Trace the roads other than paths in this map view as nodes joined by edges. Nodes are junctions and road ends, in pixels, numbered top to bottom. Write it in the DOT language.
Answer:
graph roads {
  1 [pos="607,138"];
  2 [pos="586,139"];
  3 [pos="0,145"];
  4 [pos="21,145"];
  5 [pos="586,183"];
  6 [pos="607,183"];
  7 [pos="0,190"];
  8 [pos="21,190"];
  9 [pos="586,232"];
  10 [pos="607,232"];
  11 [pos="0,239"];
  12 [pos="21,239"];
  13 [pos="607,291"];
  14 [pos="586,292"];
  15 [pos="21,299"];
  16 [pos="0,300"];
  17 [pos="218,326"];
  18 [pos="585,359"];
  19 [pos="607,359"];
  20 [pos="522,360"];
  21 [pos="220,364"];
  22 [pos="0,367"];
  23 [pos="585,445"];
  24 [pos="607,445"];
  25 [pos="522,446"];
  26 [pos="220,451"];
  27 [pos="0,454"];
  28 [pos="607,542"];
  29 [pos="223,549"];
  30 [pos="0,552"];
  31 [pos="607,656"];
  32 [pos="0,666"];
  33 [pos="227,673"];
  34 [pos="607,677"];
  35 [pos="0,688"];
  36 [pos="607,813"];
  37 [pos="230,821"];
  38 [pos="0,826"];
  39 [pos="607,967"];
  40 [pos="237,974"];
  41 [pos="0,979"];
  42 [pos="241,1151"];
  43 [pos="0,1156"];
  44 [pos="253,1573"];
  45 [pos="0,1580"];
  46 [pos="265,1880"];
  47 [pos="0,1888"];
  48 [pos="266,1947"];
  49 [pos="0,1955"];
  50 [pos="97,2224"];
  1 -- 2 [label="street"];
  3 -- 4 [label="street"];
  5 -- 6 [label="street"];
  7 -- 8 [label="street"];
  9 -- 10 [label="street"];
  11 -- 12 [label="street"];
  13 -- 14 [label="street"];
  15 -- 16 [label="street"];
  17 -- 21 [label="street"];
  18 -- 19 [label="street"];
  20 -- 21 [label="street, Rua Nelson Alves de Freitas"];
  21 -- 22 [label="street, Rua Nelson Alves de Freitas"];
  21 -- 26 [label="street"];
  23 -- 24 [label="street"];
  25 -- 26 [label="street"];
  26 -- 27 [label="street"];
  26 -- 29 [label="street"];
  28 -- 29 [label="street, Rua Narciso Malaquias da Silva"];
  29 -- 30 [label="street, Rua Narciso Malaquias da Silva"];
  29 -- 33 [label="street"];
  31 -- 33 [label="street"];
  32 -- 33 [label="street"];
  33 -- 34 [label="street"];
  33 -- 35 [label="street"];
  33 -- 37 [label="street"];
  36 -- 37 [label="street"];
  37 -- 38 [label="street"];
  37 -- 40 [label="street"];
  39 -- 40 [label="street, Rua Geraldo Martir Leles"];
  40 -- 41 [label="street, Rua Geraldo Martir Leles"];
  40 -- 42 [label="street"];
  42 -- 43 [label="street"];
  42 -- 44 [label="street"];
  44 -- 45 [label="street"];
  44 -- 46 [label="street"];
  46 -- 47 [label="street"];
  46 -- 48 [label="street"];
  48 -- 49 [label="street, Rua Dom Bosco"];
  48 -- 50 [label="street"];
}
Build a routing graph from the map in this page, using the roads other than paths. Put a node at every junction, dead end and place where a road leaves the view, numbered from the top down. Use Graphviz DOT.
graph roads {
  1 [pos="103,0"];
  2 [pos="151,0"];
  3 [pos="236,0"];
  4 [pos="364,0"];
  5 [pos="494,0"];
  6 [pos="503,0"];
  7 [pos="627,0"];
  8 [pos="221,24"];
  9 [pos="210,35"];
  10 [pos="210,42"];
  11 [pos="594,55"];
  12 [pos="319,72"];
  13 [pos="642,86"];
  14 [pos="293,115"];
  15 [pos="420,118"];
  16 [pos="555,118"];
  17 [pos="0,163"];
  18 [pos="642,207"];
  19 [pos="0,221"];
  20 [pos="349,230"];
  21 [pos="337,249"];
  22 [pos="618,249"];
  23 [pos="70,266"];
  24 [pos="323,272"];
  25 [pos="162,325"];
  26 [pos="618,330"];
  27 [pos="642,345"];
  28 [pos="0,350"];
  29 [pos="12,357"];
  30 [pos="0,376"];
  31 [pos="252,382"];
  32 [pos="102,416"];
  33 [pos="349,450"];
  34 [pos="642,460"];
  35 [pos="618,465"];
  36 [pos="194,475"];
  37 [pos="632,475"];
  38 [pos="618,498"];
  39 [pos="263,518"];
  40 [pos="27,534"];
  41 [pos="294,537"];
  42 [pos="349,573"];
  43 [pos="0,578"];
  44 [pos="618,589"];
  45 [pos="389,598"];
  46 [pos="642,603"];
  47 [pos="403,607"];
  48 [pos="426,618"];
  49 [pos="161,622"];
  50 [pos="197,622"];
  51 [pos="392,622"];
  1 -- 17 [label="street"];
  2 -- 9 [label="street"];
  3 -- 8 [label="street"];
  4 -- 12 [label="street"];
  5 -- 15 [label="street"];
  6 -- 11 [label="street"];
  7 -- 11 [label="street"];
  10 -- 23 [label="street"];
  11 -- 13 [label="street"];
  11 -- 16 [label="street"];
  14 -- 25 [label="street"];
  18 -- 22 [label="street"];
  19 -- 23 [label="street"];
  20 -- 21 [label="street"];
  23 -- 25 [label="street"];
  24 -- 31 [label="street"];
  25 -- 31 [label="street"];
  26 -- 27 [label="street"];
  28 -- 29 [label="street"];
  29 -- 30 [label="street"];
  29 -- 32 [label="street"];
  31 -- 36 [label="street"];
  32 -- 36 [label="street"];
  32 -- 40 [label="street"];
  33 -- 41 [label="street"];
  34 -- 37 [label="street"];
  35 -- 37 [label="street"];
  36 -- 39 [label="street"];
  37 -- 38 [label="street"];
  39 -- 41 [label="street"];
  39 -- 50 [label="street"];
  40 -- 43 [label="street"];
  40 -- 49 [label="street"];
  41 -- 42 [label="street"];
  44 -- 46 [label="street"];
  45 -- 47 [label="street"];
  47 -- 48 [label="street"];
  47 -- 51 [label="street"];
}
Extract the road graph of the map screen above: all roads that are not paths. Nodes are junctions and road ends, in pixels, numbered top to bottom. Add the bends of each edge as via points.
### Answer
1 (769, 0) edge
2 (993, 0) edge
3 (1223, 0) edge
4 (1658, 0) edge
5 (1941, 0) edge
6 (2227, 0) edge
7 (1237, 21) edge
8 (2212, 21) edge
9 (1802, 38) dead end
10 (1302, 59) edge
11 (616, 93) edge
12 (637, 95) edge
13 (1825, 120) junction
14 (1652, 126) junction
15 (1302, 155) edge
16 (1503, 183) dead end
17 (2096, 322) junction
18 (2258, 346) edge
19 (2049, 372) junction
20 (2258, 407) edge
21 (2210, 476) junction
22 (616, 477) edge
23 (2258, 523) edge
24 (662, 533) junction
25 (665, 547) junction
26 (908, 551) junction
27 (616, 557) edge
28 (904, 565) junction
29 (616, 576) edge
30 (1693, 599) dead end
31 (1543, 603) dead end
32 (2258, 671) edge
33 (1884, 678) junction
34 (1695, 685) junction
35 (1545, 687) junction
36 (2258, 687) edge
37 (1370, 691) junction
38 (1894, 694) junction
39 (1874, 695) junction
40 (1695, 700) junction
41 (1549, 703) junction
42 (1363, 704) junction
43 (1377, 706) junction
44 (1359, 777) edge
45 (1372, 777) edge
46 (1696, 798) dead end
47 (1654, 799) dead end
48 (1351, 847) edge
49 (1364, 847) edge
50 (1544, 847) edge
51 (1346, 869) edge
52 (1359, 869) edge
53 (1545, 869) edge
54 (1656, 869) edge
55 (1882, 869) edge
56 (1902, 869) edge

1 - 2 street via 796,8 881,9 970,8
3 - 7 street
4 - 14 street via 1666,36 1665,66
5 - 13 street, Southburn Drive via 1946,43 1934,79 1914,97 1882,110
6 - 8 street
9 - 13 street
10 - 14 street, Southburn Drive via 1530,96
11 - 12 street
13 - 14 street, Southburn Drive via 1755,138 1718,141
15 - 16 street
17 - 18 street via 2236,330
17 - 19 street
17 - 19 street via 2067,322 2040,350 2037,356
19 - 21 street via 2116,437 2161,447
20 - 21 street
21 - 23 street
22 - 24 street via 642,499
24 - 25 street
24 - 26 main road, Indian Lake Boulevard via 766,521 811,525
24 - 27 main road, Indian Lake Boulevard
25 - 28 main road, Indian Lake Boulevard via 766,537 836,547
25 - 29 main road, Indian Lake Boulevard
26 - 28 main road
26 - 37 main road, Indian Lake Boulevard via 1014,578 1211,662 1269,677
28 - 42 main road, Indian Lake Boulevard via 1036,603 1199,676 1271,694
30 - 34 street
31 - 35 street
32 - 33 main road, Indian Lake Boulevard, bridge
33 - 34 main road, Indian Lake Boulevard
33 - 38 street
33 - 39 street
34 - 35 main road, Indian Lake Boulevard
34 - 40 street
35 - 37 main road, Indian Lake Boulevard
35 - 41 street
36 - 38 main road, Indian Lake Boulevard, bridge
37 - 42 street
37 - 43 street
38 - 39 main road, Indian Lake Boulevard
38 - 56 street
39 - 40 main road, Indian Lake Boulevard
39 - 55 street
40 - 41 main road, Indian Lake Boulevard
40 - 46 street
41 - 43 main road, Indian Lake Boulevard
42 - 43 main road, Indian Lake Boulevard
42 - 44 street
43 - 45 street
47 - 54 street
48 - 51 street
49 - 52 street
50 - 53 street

════════

→ REQUIRED ACTION: Copy whichever lines above contain the string "bottom".

→ SOLUTION:
Trace the roads other than paths in this map view as nodes joined by edges. Nodes are junctions and road ends, in pixels, numbered top to bottom. Write it in the DOT language.
Extract the road graph of the map screen above: all roads that are not paths. Nodes are junctions and road ends, in pixels, numbered top to bottom. Add the bends of each edge as via points.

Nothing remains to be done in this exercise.